• [Description of the task] Reproduce every line of the data, exactly and without its pictures.

══ Records to process

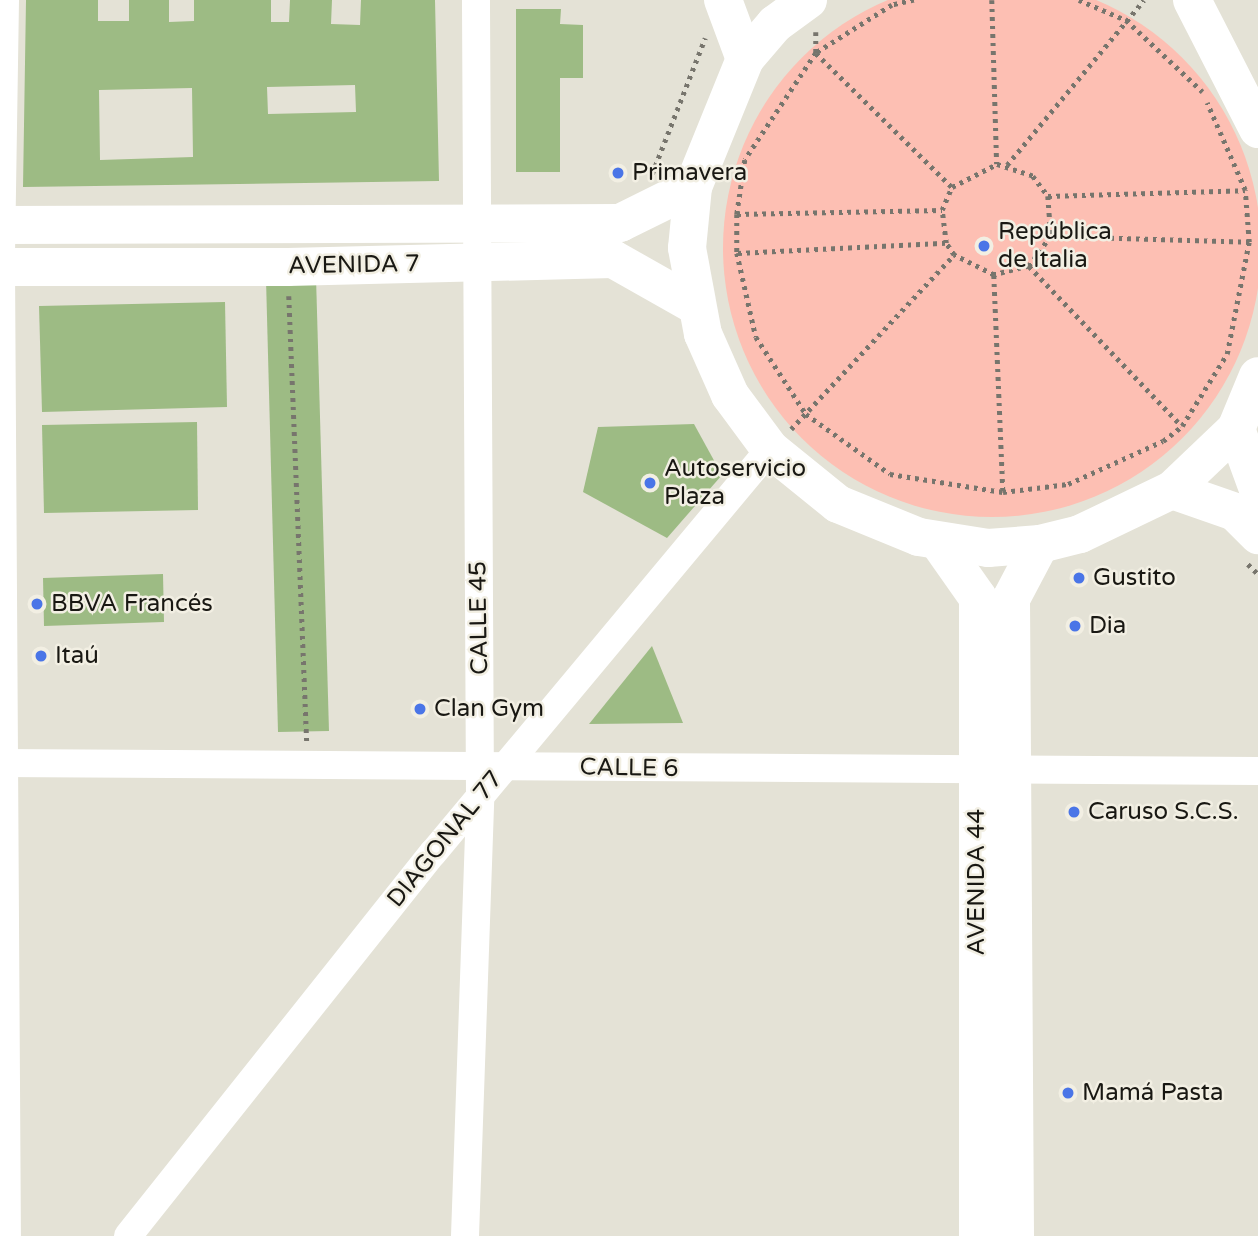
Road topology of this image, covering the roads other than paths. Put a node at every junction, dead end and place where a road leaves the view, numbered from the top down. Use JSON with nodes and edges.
{"nodes":[{"id":1,"x":5,"y":0,"type":"edge"},
{"id":2,"x":476,"y":0,"type":"edge"},
{"id":3,"x":1192,"y":0,"type":"edge"},
{"id":4,"x":812,"y":13,"type":"edge"},
{"id":5,"x":715,"y":16,"type":"edge"},
{"id":6,"x":745,"y":59,"type":"junction"},
{"id":7,"x":1258,"y":129,"type":"edge"},
{"id":8,"x":693,"y":187,"type":"junction"},
{"id":9,"x":2,"y":225,"type":"edge"},
{"id":10,"x":475,"y":244,"type":"junction"},
{"id":11,"x":1,"y":267,"type":"edge"},
{"id":12,"x":696,"y":306,"type":"junction"},
{"id":13,"x":1258,"y":376,"type":"edge"},
{"id":14,"x":1236,"y":429,"type":"junction"},
{"id":15,"x":770,"y":449,"type":"junction"},
{"id":16,"x":1258,"y":489,"type":"edge"},
{"id":17,"x":1172,"y":491,"type":"junction"},
{"id":18,"x":1258,"y":535,"type":"edge"},
{"id":19,"x":938,"y":541,"type":"junction"},
{"id":20,"x":1040,"y":544,"type":"junction"},
{"id":21,"x":2,"y":763,"type":"edge"},
{"id":22,"x":1258,"y":771,"type":"edge"},
{"id":23,"x":993,"y":772,"type":"junction"},
{"id":24,"x":487,"y":778,"type":"junction"},
{"id":25,"x":7,"y":1236,"type":"edge"},
{"id":26,"x":128,"y":1236,"type":"edge"},
{"id":27,"x":464,"y":1236,"type":"edge"},
{"id":28,"x":978,"y":1236,"type":"edge"},
{"id":29,"x":1015,"y":1236,"type":"edge"}],
"edges":[{"from":1,"to":9,"type":"street"},
{"from":2,"to":10,"type":"street","name":"CALLE 45"},
{"from":3,"to":7,"type":"main road"},
{"from":4,"to":6,"type":"main road"},
{"from":5,"to":6,"type":"main road"},
{"from":6,"to":8,"type":"main road"},
{"from":8,"to":10,"type":"main road","name":"AVENIDA 7"},
{"from":8,"to":12,"type":"main road"},
{"from":9,"to":10,"type":"main road","name":"AVENIDA 7"},
{"from":9,"to":11,"type":"street"},
{"from":10,"to":11,"type":"main road","name":"AVENIDA 7"},
{"from":10,"to":12,"type":"main road","name":"AVENIDA 7"},
{"from":10,"to":24,"type":"street","name":"CALLE 45"},
{"from":11,"to":21,"type":"street"},
{"from":12,"to":15,"type":"main road"},
{"from":13,"to":14,"type":"main road"},
{"from":14,"to":16,"type":"main road"},
{"from":14,"to":17,"type":"main road"},
{"from":15,"to":19,"type":"main road"},
{"from":15,"to":24,"type":"street","name":"DIAGONAL 77"},
{"from":17,"to":18,"type":"main road"},
{"from":17,"to":20,"type":"main road"},
{"from":19,"to":20,"type":"main road"},
{"from":19,"to":23,"type":"main road","name":"AVENIDA 44"},
{"from":20,"to":23,"type":"main road","name":"AVENIDA 44"},
{"from":21,"to":24,"type":"street","name":"CALLE 6"},
{"from":21,"to":25,"type":"street"},
{"from":22,"to":23,"type":"street","name":"CALLE 6"},
{"from":23,"to":24,"type":"street","name":"CALLE 6"},
{"from":23,"to":28,"type":"main road","name":"AVENIDA 44"},
{"from":23,"to":29,"type":"main road","name":"AVENIDA 44"},
{"from":24,"to":26,"type":"street","name":"DIAGONAL 77"},
{"from":24,"to":27,"type":"street","name":"CALLE 45"}]}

════

• [Solution to this task]
Road topology of this image, covering the roads other than paths. Put a node at every junction, dead end and place where a road leaves the view, numbered from the top down. Use JSON with nodes and edges.
{"nodes":[{"id":1,"x":5,"y":0,"type":"edge"},
{"id":2,"x":476,"y":0,"type":"edge"},
{"id":3,"x":1192,"y":0,"type":"edge"},
{"id":4,"x":812,"y":13,"type":"edge"},
{"id":5,"x":715,"y":16,"type":"edge"},
{"id":6,"x":745,"y":59,"type":"junction"},
{"id":7,"x":1258,"y":129,"type":"edge"},
{"id":8,"x":693,"y":187,"type":"junction"},
{"id":9,"x":2,"y":225,"type":"edge"},
{"id":10,"x":475,"y":244,"type":"junction"},
{"id":11,"x":1,"y":267,"type":"edge"},
{"id":12,"x":696,"y":306,"type":"junction"},
{"id":13,"x":1258,"y":376,"type":"edge"},
{"id":14,"x":1236,"y":429,"type":"junction"},
{"id":15,"x":770,"y":449,"type":"junction"},
{"id":16,"x":1258,"y":489,"type":"edge"},
{"id":17,"x":1172,"y":491,"type":"junction"},
{"id":18,"x":1258,"y":535,"type":"edge"},
{"id":19,"x":938,"y":541,"type":"junction"},
{"id":20,"x":1040,"y":544,"type":"junction"},
{"id":21,"x":2,"y":763,"type":"edge"},
{"id":22,"x":1258,"y":771,"type":"edge"},
{"id":23,"x":993,"y":772,"type":"junction"},
{"id":24,"x":487,"y":778,"type":"junction"},
{"id":25,"x":7,"y":1236,"type":"edge"},
{"id":26,"x":128,"y":1236,"type":"edge"},
{"id":27,"x":464,"y":1236,"type":"edge"},
{"id":28,"x":978,"y":1236,"type":"edge"},
{"id":29,"x":1015,"y":1236,"type":"edge"}],
"edges":[{"from":1,"to":9,"type":"street"},
{"from":2,"to":10,"type":"street","name":"CALLE 45"},
{"from":3,"to":7,"type":"main road"},
{"from":4,"to":6,"type":"main road"},
{"from":5,"to":6,"type":"main road"},
{"from":6,"to":8,"type":"main road"},
{"from":8,"to":10,"type":"main road","name":"AVENIDA 7"},
{"from":8,"to":12,"type":"main road"},
{"from":9,"to":10,"type":"main road","name":"AVENIDA 7"},
{"from":9,"to":11,"type":"street"},
{"from":10,"to":11,"type":"main road","name":"AVENIDA 7"},
{"from":10,"to":12,"type":"main road","name":"AVENIDA 7"},
{"from":10,"to":24,"type":"street","name":"CALLE 45"},
{"from":11,"to":21,"type":"street"},
{"from":12,"to":15,"type":"main road"},
{"from":13,"to":14,"type":"main road"},
{"from":14,"to":16,"type":"main road"},
{"from":14,"to":17,"type":"main road"},
{"from":15,"to":19,"type":"main road"},
{"from":15,"to":24,"type":"street","name":"DIAGONAL 77"},
{"from":17,"to":18,"type":"main road"},
{"from":17,"to":20,"type":"main road"},
{"from":19,"to":20,"type":"main road"},
{"from":19,"to":23,"type":"main road","name":"AVENIDA 44"},
{"from":20,"to":23,"type":"main road","name":"AVENIDA 44"},
{"from":21,"to":24,"type":"street","name":"CALLE 6"},
{"from":21,"to":25,"type":"street"},
{"from":22,"to":23,"type":"street","name":"CALLE 6"},
{"from":23,"to":24,"type":"street","name":"CALLE 6"},
{"from":23,"to":28,"type":"main road","name":"AVENIDA 44"},
{"from":23,"to":29,"type":"main road","name":"AVENIDA 44"},
{"from":24,"to":26,"type":"street","name":"DIAGONAL 77"},
{"from":24,"to":27,"type":"street","name":"CALLE 45"}]}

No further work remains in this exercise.